Exactly as they stand, write out all of the entries again.
--- START ---
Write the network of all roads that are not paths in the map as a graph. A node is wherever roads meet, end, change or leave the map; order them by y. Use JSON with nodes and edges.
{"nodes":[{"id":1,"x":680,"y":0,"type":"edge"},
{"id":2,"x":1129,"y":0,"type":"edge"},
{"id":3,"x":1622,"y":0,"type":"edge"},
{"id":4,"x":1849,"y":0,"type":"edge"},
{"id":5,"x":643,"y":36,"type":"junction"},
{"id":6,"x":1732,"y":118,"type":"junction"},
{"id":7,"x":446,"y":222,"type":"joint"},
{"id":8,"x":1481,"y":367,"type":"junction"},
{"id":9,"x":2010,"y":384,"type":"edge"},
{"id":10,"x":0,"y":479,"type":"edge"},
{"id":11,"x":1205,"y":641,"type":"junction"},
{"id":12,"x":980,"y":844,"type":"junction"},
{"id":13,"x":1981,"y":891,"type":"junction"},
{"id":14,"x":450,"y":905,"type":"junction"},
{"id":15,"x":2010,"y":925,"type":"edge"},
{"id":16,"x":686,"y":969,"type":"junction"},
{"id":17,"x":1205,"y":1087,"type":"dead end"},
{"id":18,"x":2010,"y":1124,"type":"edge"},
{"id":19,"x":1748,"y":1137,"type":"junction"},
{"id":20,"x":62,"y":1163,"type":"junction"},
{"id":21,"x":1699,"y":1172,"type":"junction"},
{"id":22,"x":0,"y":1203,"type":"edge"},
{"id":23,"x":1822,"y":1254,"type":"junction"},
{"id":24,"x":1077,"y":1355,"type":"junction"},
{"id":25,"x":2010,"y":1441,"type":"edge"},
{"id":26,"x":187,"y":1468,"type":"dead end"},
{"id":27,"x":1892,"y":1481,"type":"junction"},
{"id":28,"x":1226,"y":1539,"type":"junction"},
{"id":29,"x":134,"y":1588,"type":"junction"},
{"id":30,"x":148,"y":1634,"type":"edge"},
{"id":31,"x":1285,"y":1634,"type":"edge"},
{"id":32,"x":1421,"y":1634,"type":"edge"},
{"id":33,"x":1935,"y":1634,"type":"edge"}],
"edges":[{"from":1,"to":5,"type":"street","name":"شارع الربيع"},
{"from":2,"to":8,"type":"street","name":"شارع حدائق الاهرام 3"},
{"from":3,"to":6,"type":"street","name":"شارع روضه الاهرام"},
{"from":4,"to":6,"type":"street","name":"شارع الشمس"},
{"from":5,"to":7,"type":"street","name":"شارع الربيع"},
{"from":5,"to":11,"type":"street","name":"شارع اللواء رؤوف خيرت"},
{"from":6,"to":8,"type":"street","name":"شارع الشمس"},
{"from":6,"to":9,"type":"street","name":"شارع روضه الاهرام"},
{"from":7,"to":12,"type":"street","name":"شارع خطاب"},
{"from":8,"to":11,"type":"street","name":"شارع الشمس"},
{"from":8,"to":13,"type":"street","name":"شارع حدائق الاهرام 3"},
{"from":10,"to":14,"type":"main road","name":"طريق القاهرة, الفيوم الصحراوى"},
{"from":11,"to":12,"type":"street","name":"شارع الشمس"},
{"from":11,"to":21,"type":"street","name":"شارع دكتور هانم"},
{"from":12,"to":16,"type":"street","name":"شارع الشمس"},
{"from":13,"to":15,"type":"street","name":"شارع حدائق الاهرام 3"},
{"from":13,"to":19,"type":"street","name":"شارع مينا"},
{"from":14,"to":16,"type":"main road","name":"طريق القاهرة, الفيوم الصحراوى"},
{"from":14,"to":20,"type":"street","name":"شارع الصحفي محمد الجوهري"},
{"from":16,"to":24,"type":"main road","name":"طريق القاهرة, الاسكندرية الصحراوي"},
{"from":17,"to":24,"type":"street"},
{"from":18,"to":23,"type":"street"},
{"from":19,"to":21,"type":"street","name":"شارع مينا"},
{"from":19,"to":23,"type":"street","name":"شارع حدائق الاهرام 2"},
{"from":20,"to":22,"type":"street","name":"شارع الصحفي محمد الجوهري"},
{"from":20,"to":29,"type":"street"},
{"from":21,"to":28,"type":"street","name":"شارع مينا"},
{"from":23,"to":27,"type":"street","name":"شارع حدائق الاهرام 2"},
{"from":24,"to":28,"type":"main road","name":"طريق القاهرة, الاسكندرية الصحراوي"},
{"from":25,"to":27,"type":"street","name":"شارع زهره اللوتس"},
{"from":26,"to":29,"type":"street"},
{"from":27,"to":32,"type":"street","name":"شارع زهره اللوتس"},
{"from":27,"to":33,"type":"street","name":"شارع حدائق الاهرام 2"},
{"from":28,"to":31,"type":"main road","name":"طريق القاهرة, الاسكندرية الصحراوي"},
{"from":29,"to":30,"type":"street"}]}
--- END ---
SOLUTION FOR THIS EXERCISE:
Write the network of all roads that are not paths in the map as a graph. A node is wherever roads meet, end, change or leave the map; order them by y. Use JSON with nodes and edges.
{"nodes":[{"id":1,"x":680,"y":0,"type":"edge"},
{"id":2,"x":1129,"y":0,"type":"edge"},
{"id":3,"x":1622,"y":0,"type":"edge"},
{"id":4,"x":1849,"y":0,"type":"edge"},
{"id":5,"x":643,"y":36,"type":"junction"},
{"id":6,"x":1732,"y":118,"type":"junction"},
{"id":7,"x":446,"y":222,"type":"joint"},
{"id":8,"x":1481,"y":367,"type":"junction"},
{"id":9,"x":2010,"y":384,"type":"edge"},
{"id":10,"x":0,"y":479,"type":"edge"},
{"id":11,"x":1205,"y":641,"type":"junction"},
{"id":12,"x":980,"y":844,"type":"junction"},
{"id":13,"x":1981,"y":891,"type":"junction"},
{"id":14,"x":450,"y":905,"type":"junction"},
{"id":15,"x":2010,"y":925,"type":"edge"},
{"id":16,"x":686,"y":969,"type":"junction"},
{"id":17,"x":1205,"y":1087,"type":"dead end"},
{"id":18,"x":2010,"y":1124,"type":"edge"},
{"id":19,"x":1748,"y":1137,"type":"junction"},
{"id":20,"x":62,"y":1163,"type":"junction"},
{"id":21,"x":1699,"y":1172,"type":"junction"},
{"id":22,"x":0,"y":1203,"type":"edge"},
{"id":23,"x":1822,"y":1254,"type":"junction"},
{"id":24,"x":1077,"y":1355,"type":"junction"},
{"id":25,"x":2010,"y":1441,"type":"edge"},
{"id":26,"x":187,"y":1468,"type":"dead end"},
{"id":27,"x":1892,"y":1481,"type":"junction"},
{"id":28,"x":1226,"y":1539,"type":"junction"},
{"id":29,"x":134,"y":1588,"type":"junction"},
{"id":30,"x":148,"y":1634,"type":"edge"},
{"id":31,"x":1285,"y":1634,"type":"edge"},
{"id":32,"x":1421,"y":1634,"type":"edge"},
{"id":33,"x":1935,"y":1634,"type":"edge"}],
"edges":[{"from":1,"to":5,"type":"street","name":"شارع الربيع"},
{"from":2,"to":8,"type":"street","name":"شارع حدائق الاهرام 3"},
{"from":3,"to":6,"type":"street","name":"شارع روضه الاهرام"},
{"from":4,"to":6,"type":"street","name":"شارع الشمس"},
{"from":5,"to":7,"type":"street","name":"شارع الربيع"},
{"from":5,"to":11,"type":"street","name":"شارع اللواء رؤوف خيرت"},
{"from":6,"to":8,"type":"street","name":"شارع الشمس"},
{"from":6,"to":9,"type":"street","name":"شارع روضه الاهرام"},
{"from":7,"to":12,"type":"street","name":"شارع خطاب"},
{"from":8,"to":11,"type":"street","name":"شارع الشمس"},
{"from":8,"to":13,"type":"street","name":"شارع حدائق الاهرام 3"},
{"from":10,"to":14,"type":"main road","name":"طريق القاهرة, الفيوم الصحراوى"},
{"from":11,"to":12,"type":"street","name":"شارع الشمس"},
{"from":11,"to":21,"type":"street","name":"شارع دكتور هانم"},
{"from":12,"to":16,"type":"street","name":"شارع الشمس"},
{"from":13,"to":15,"type":"street","name":"شارع حدائق الاهرام 3"},
{"from":13,"to":19,"type":"street","name":"شارع مينا"},
{"from":14,"to":16,"type":"main road","name":"طريق القاهرة, الفيوم الصحراوى"},
{"from":14,"to":20,"type":"street","name":"شارع الصحفي محمد الجوهري"},
{"from":16,"to":24,"type":"main road","name":"طريق القاهرة, الاسكندرية الصحراوي"},
{"from":17,"to":24,"type":"street"},
{"from":18,"to":23,"type":"street"},
{"from":19,"to":21,"type":"street","name":"شارع مينا"},
{"from":19,"to":23,"type":"street","name":"شارع حدائق الاهرام 2"},
{"from":20,"to":22,"type":"street","name":"شارع الصحفي محمد الجوهري"},
{"from":20,"to":29,"type":"street"},
{"from":21,"to":28,"type":"street","name":"شارع مينا"},
{"from":23,"to":27,"type":"street","name":"شارع حدائق الاهرام 2"},
{"from":24,"to":28,"type":"main road","name":"طريق القاهرة, الاسكندرية الصحراوي"},
{"from":25,"to":27,"type":"street","name":"شارع زهره اللوتس"},
{"from":26,"to":29,"type":"street"},
{"from":27,"to":32,"type":"street","name":"شارع زهره اللوتس"},
{"from":27,"to":33,"type":"street","name":"شارع حدائق الاهرام 2"},
{"from":28,"to":31,"type":"main road","name":"طريق القاهرة, الاسكندرية الصحراوي"},
{"from":29,"to":30,"type":"street"}]}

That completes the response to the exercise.